First, Hegnar seems a little confused. He has not quite decided whether he thinks things are going well or badly in Norway. For the record: I think things are going well in Norway, given the conditions. We are equipped to withstand troubled times internationally, and business is doing better than ever. But the growing inequality between people is very serious in the long term.

But when I point out that inequality, also in wealth, is like poison for a society, he thinks it’s “fresh from Svensson”.

Hegnar doesn’t have to take my word for it. Absolutely all serious research on inequality shows that it is bad for a society on absolutely every parameter. So does all experience.

We are getting sick of great inequality. We trust each other less because of great inequality. As sociologist Magne Flemman has said: “Inequality is something that gets under your skin. It affects the way you think, live and the way you relate to other people.”

There will be more crime due to great inequality. And business does worse when there is great inequality. As my colleague Tiril Halvorsen has written: “Inequality is bad for business”.

Moreover, it is about democracy. “When the richest get richer, economic power is concentrated. That power can become political”, as my other colleague Hannah Gitmark has written.

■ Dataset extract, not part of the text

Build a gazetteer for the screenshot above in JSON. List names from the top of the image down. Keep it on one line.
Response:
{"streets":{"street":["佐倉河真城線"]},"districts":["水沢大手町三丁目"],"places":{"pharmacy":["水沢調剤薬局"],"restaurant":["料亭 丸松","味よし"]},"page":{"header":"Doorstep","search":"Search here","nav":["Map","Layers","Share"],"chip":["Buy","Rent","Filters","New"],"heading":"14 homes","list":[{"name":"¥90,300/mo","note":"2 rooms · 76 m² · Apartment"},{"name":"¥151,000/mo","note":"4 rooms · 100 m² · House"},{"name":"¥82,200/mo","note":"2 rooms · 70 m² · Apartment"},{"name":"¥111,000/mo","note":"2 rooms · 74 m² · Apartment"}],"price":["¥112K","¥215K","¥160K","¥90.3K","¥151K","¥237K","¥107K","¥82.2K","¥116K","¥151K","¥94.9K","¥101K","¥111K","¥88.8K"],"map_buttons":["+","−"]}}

It is interesting that Hegnar believes that “Wealth inequality is an exciting and important topic, but not necessarily linked to wealth tax”. Because wealth tax is precisely about this: equalizing the biggest differences. Or as one of the world’s foremost experts on inequality, Keith Payne, says: “Inequality is created as much by the wealth of the rich as by the poverty of the poor.”

Hegnar emphasizes that “property taxation has risen sharply.” But there is cherry picking in the tax debate. If we look at the total tax on capital stock, Norway is still far from the average in the OECD.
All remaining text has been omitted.